I’ve baked bread on my grill, but I have also baked bread in a Dutch oven under the coals of an open fire, on my woodstove in the winter, and in my All American Sun Oven. The loaves are amazing no matter where I bake them.

My newfound love is baking in the Sun Oven. It keeps my house from overheating in the hot days of summer, I can keep a good eye on it while  working outside, and it is a great unit to use here in northern Idaho during our forest-fire season.

I like to bake my breads in cast iron and pottery pans. I have even used a terra cotta plant pot to see how it would fair in a survival situation. For the record, it passed the test.

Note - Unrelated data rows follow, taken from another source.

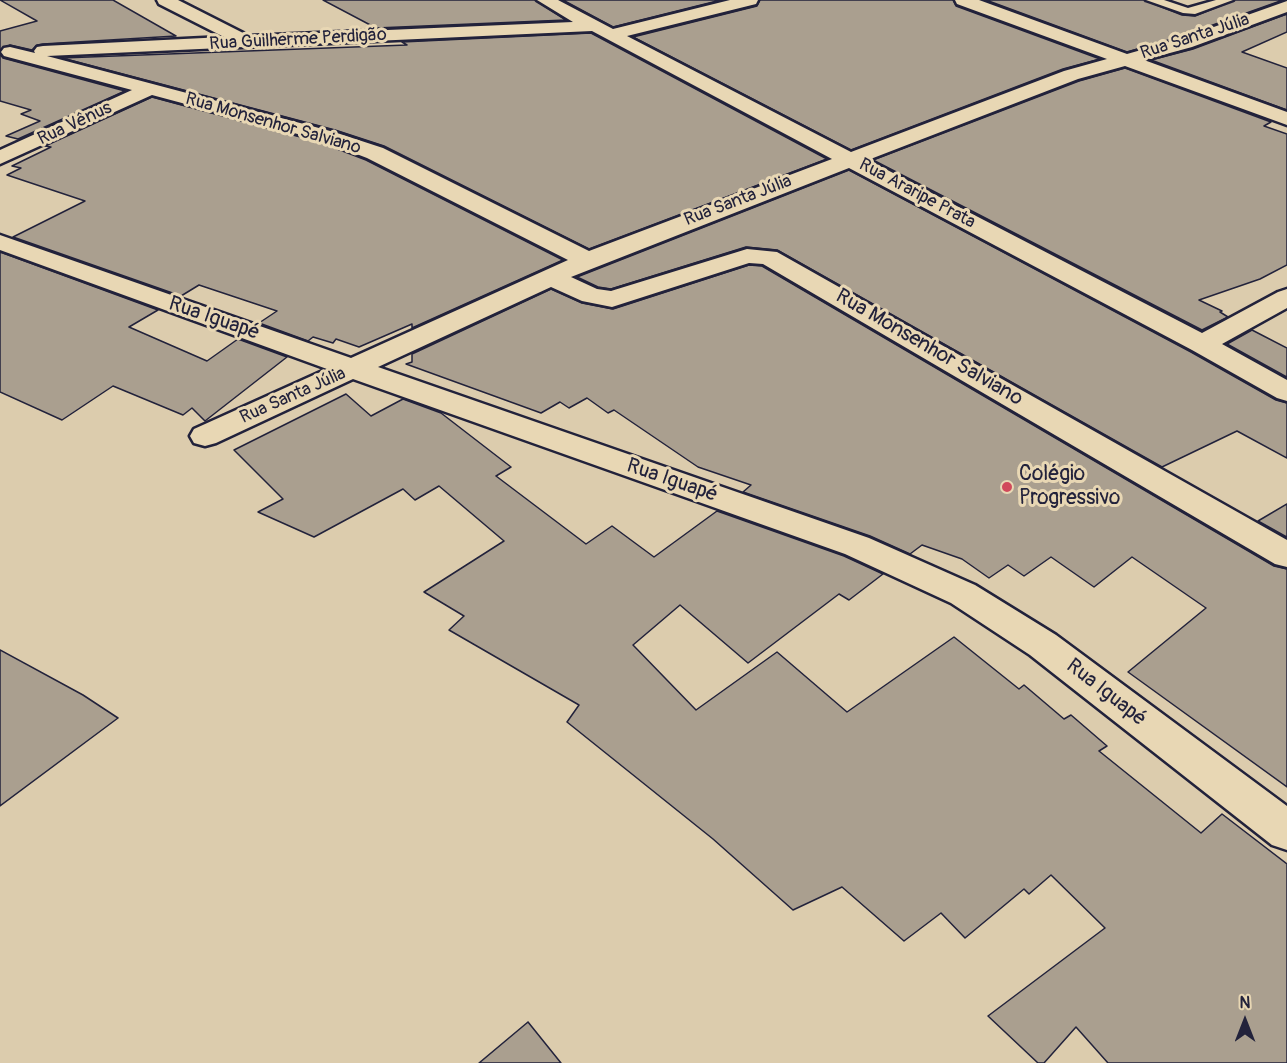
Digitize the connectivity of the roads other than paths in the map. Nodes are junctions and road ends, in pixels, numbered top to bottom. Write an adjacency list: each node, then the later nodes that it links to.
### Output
1 (165, 0): 9 (street)
2 (545, 0): 8 (street, Rua Araripe Prata)
3 (750, 0): 8 (street, Rua Guilherme Perdigão)
4 (963, 0): 11 (street)
5 (1152, 0): 6 (lane)
6 (1227, 0)
7 (1287, 6): 11 (street, Rua Santa Júlia)
8 (604, 30): 9 (street, Rua Guilherme Perdigão); 15 (street, Rua Araripe Prata)
9 (247, 43): 10 (street, Rua Guilherme Perdigão)
10 (5, 53): 12 (street, Rua Monsenhor Salviano)
11 (1127, 60): 13 (street); 15 (street, Rua Santa Júlia)
12 (150, 89): 14 (street, Rua Vênus); 17 (street, Rua Monsenhor Salviano)
13 (1287, 119)
14 (0, 158)
15 (849, 158): 17 (street, Rua Santa Júlia); 20 (street, Rua Araripe Prata)
16 (0, 242): 21 (street, Rua Iguapé)
17 (588, 260): 18 (street, Rua Santa Júlia)
18 (550, 277): 21 (street, Rua Santa Júlia); 24 (street, Rua Monsenhor Salviano)
19 (1287, 297): 20 (street)
20 (1202, 344): 22 (street, Rua Araripe Prata)
21 (354, 368): 23 (street, Rua Santa Júlia); 25 (street, Rua Iguapé)
22 (1287, 392)
23 (205, 436)
24 (1287, 555)
25 (1287, 831)

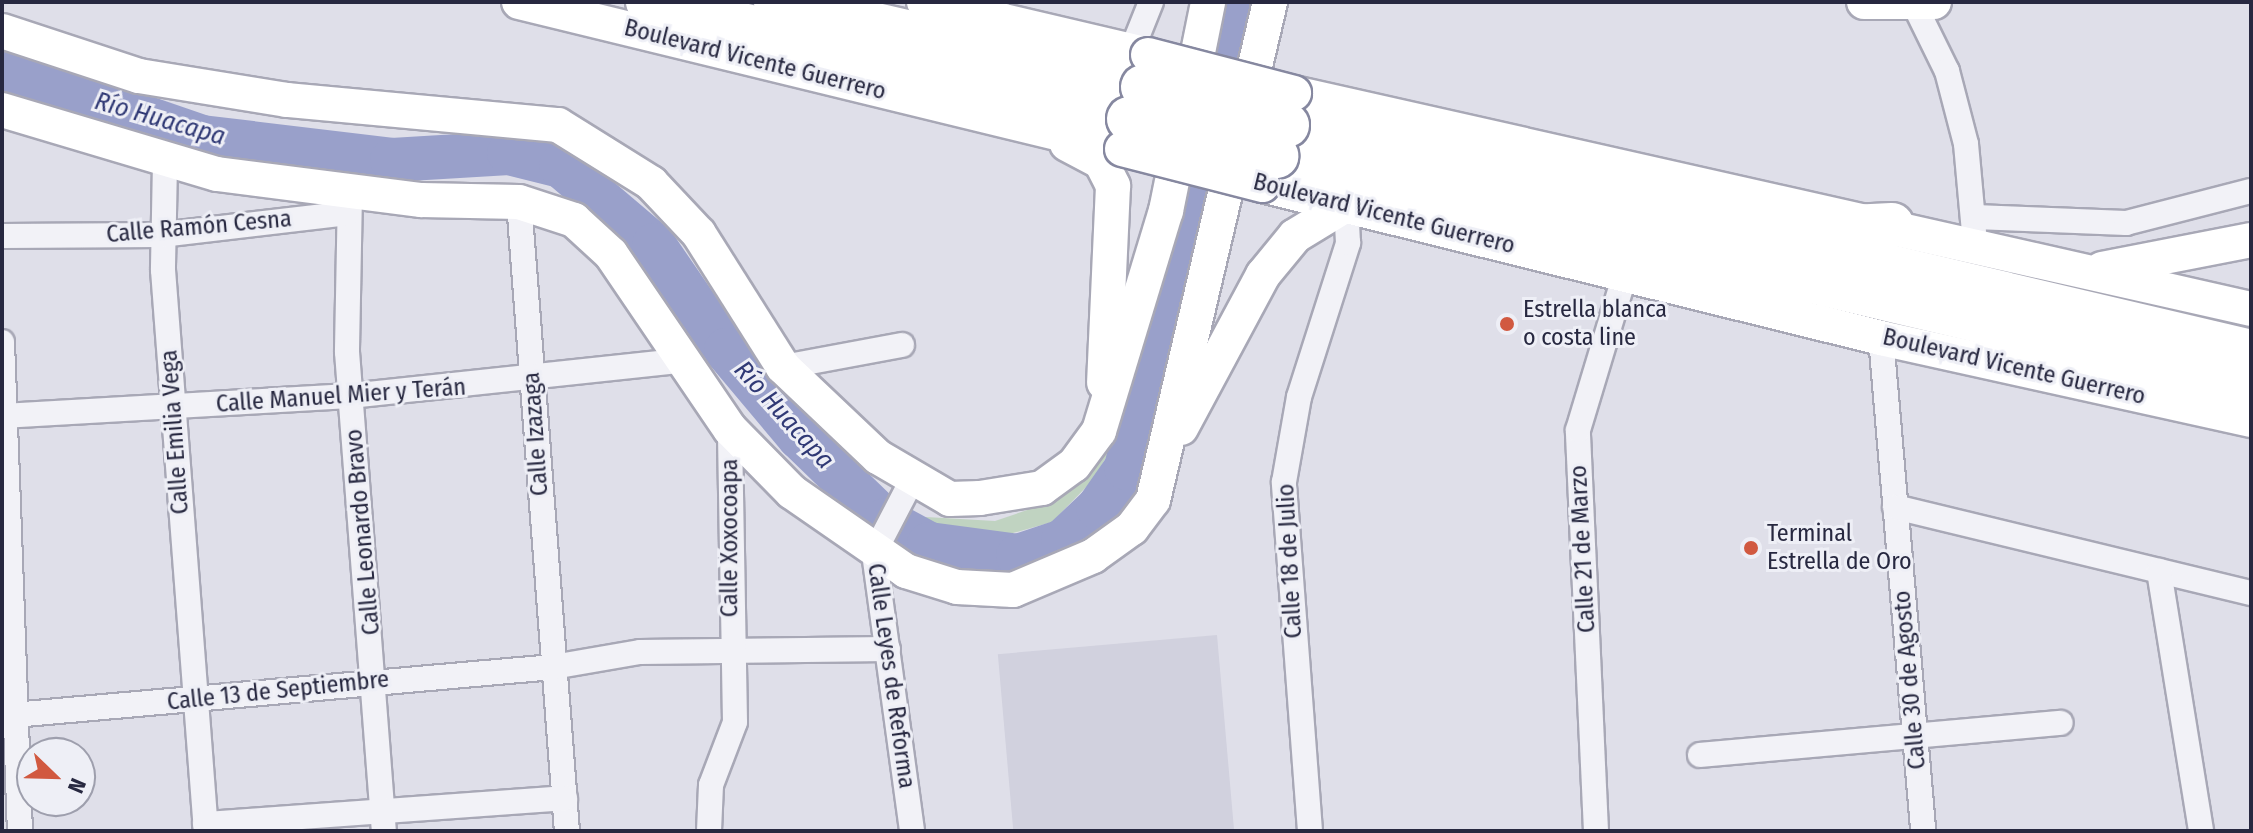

RELATED: Make Your Own Old Pioneer Sourdough Bread

1) ASK A PRO

When people attempt to bake bread and it flops, they often give up. Baking with someone who is an old hand at bread making is a great way to  learn how and pick up tricks of the trade.

2) THINK FRESH 

Work only with fresh yeast. Yeast can go bad and there is nothing worse for a new bread baker than starting out with a bad batch of yeast. Check the dates on your packets. Toss the old ones.

3) DON’T OVER-RISE

Recently, we were working on a distracting project and my bread was on its second rise, but because I did not get it in the oven at the right time, it fell. Stop the rising when the dough has about doubled in size. On the first rise, put two fingers in the dough up to the second knuckle. If the indentations remain in the dough when you take them out, punch the dough down for the second rise. If they do not remain, the dough needs more time to rise. On the second rise, touch the side of the dough with a tip of a finger. If the indentation remains, it’s time to bake the loaf.

4) WATCH WATER TEMP 

Using water that’s higher than 115 F. degrees will kill yeast. Go lower than 105 degrees and the yeast is slow to activate. Check the water temperature with a thermometer before you use it.

5) FOLLOW THE RECIPE

Baking involves chemical reactions that require precise temperatures, timing and quantities of ingredients to produce the desired result. Many first-time bakers think that flour is flour, but it is not. The kind of grain, its gluten content and how the flour is milled affect the way it reacts during baking, so only use the flour specified in a given recipe. Make no substitutions.